Views on employment opportunities for finance professionals in the GCC market are fragmented. While 41 percent of respondents expect employment opportunities to decrease, 37 percent of respondents expect opportunities to remain the same. As the economy's potential cools, the majority of respondents express concern about the increased cost of conducting business with the possible introduction of VAT, as well as companies' ability to attract, retain, and maintain the cost of quality talent."

Five key findings from the survey include:

1. The majority of respondents (61 percent) believe that the possible introduction of a Value-Added Tax (VAT) to GCC countries will increase the cost of doing business and compliance for firms. This will discourage foreign direct investment (FDI), according to 17 percent of respondents.

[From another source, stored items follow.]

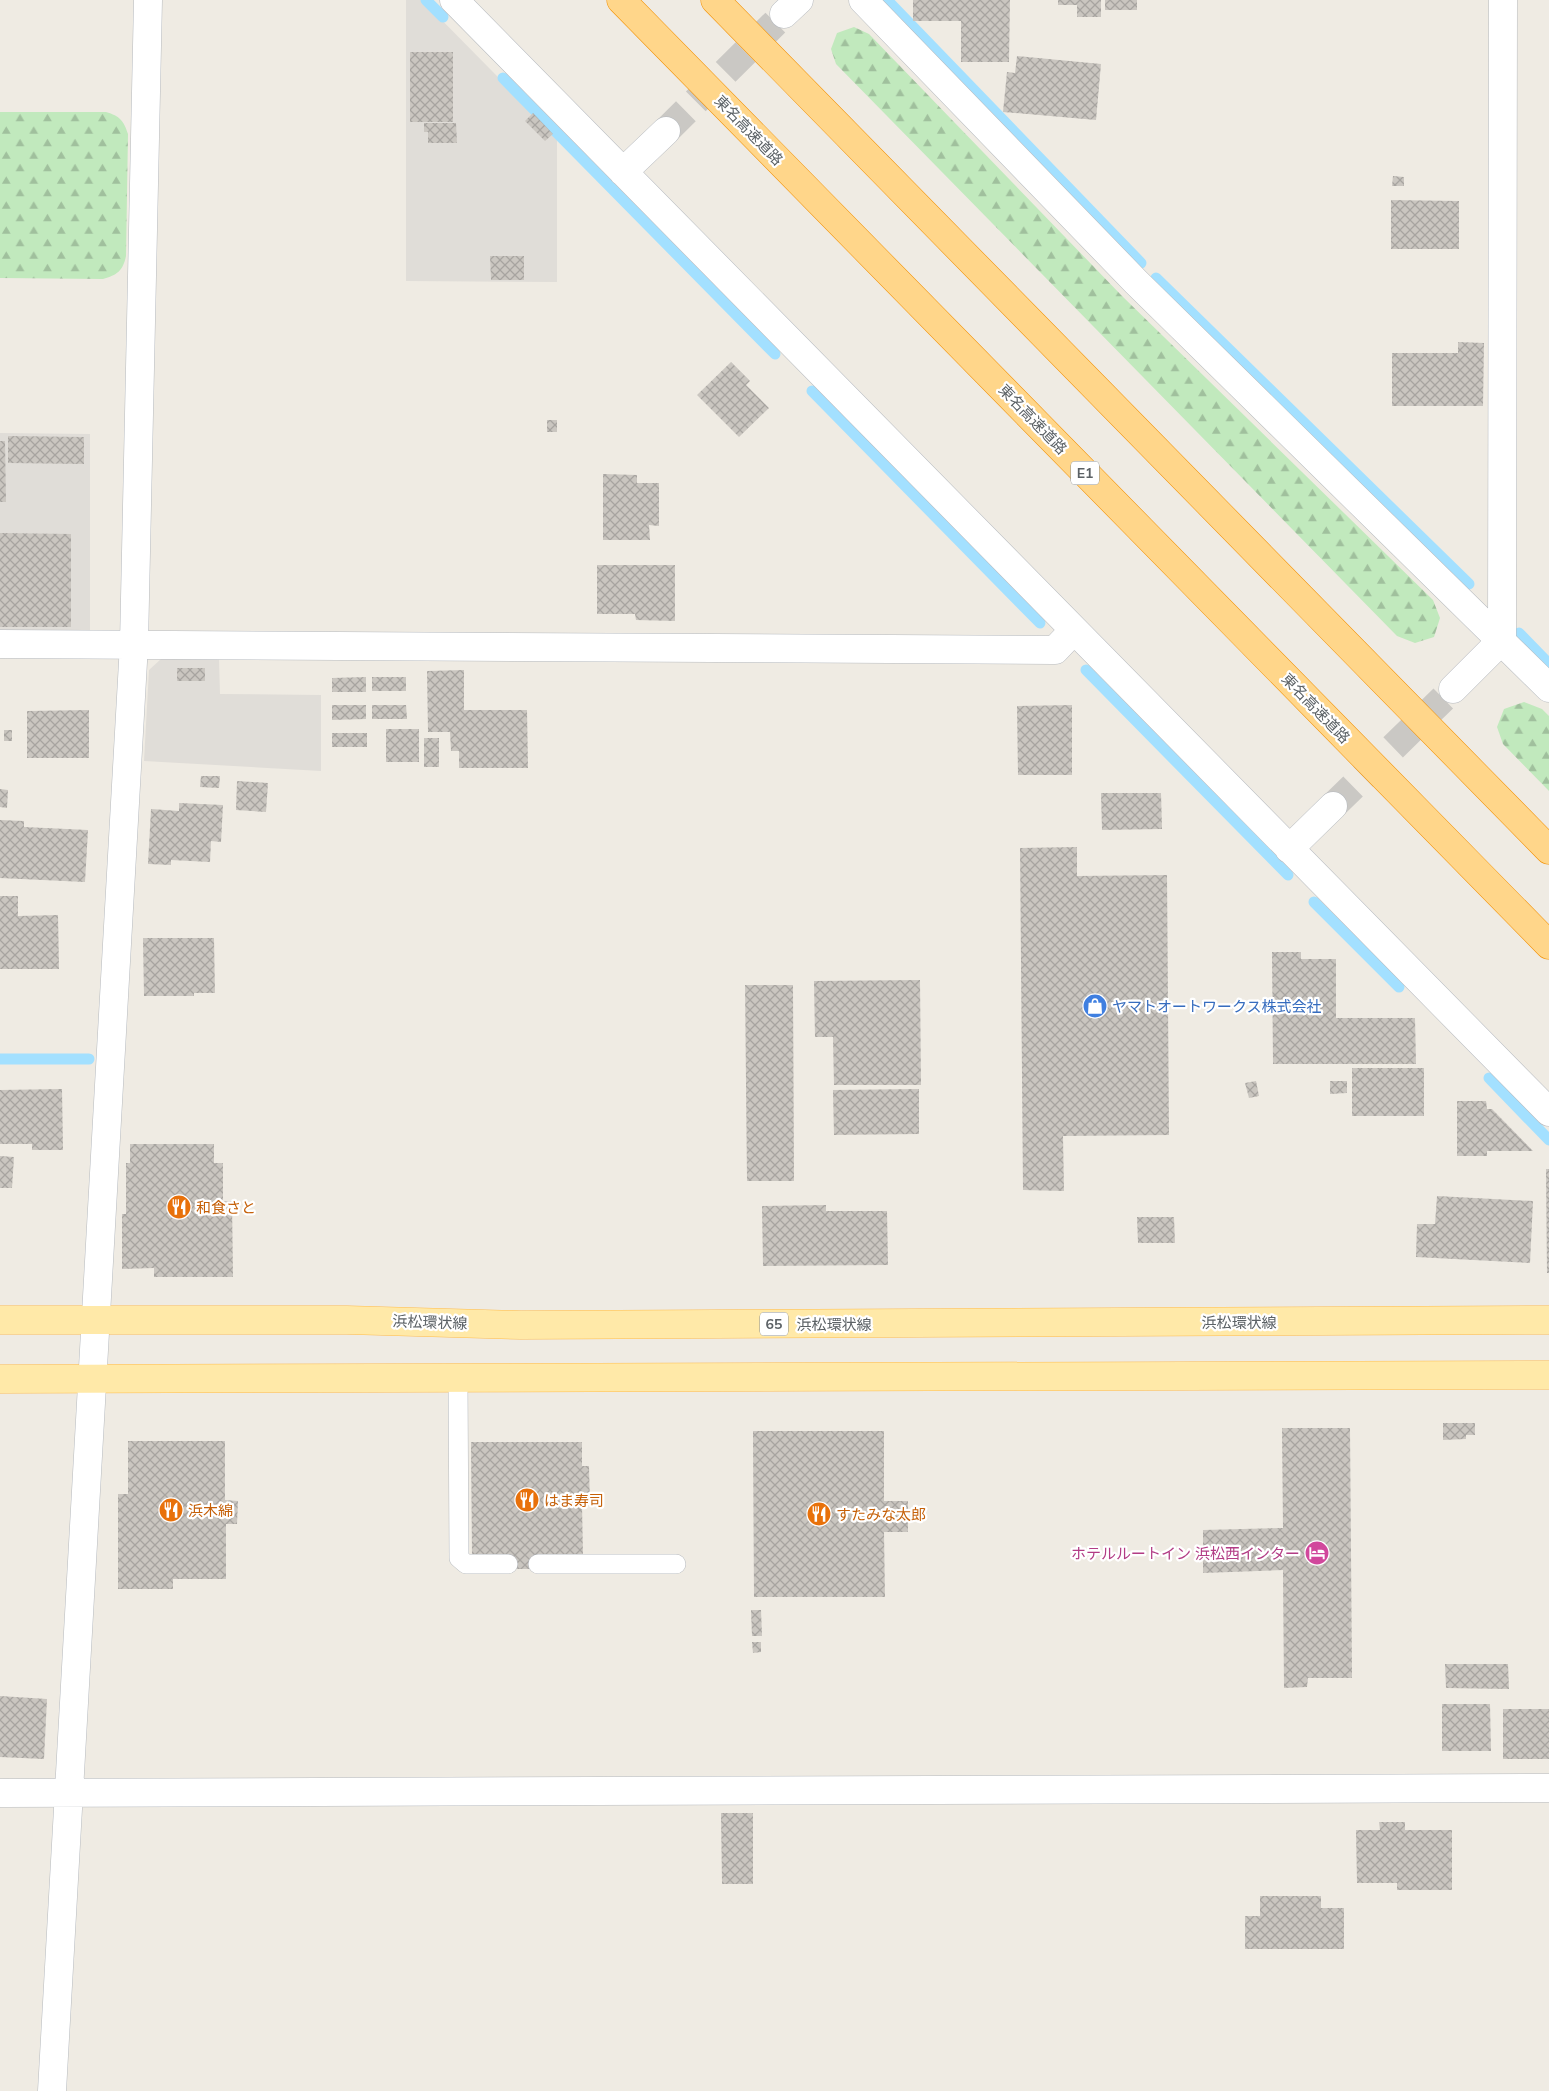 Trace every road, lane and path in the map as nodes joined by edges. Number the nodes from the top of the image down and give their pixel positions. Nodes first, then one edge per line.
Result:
1 (148, 0) edge
2 (454, 0) edge
3 (622, 0) edge
4 (715, 0) edge
5 (863, 0) edge
6 (1503, 0) edge
7 (666, 131) tunnel mouth
8 (623, 172) junction
9 (1074, 630) junction
10 (1502, 640) junction
11 (0, 644) edge
12 (134, 644) junction
13 (1549, 688) edge
14 (1453, 689) tunnel mouth
15 (1333, 806) tunnel mouth
16 (1290, 849) junction
17 (1549, 850) edge
18 (1549, 945) edge
19 (1549, 1112) edge
20 (0, 1320) edge
21 (97, 1320) junction
22 (1549, 1320) edge
23 (1549, 1375) edge
24 (458, 1378) junction
25 (0, 1379) edge
26 (94, 1379) junction
27 (508, 1564) dead end
28 (538, 1564) dead end
29 (676, 1564) dead end
30 (1549, 1788) edge
31 (0, 1793) edge
32 (70, 1793) junction
33 (52, 2091) edge

1 - 12 street
2 - 8 street
3 - 18 highway, 東名高速道路 / E1
4 - 17 highway
5 - 10 street
6 - 10 street
7 - 8 street
8 - 9 street
9 - 12 street
9 - 16 street
10 - 13 street
10 - 14 street
11 - 12 street
12 - 21 street
15 - 16 street
16 - 19 street
20 - 21 main road, 浜松環状線 / 65
21 - 22 main road, 浜松環状線 / 65
21 - 26 street
23 - 24 main road
24 - 26 main road
24 - 27 lane
25 - 26 main road
26 - 32 street
28 - 29 lane
30 - 32 street
31 - 32 street
32 - 33 street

2. Low oil prices will be the main factor affecting the GCC economy in 2016, according to 81 percent of respondents. Regional conflict is expected to be the second factor, according to 10 percent of respondents, followed by the slowdown in the Chinese economy, according to 6 percent of respondents.

3. Real estate, hospitality, and the construction sectors will drive investment over the next two years, according to nearly half (48 percent) of respondents, followed by diversified industrial products (12 percent) and transportation and logistics (12 percent).

4. More than half of respondents (51 percent) feel that levels of trust from regulators and financial institutions in the investment industry are higher than during the financial crisis of 2008-2009. Levels of trust have remained the same, according to 34 percent of respondents, and 15 percent of respondents feel that they are lower than before the crisis.

5. Sharia finance will continue to see development in the region, according to more than half of respondents (64 percent).


An online survey was conducted from 26 October to 9 November 2015. 218 CFA Institute members and charterholders in three countries across the GCC participated in the survey, including: Bahrain, Kuwait, and the United Arab Emirates.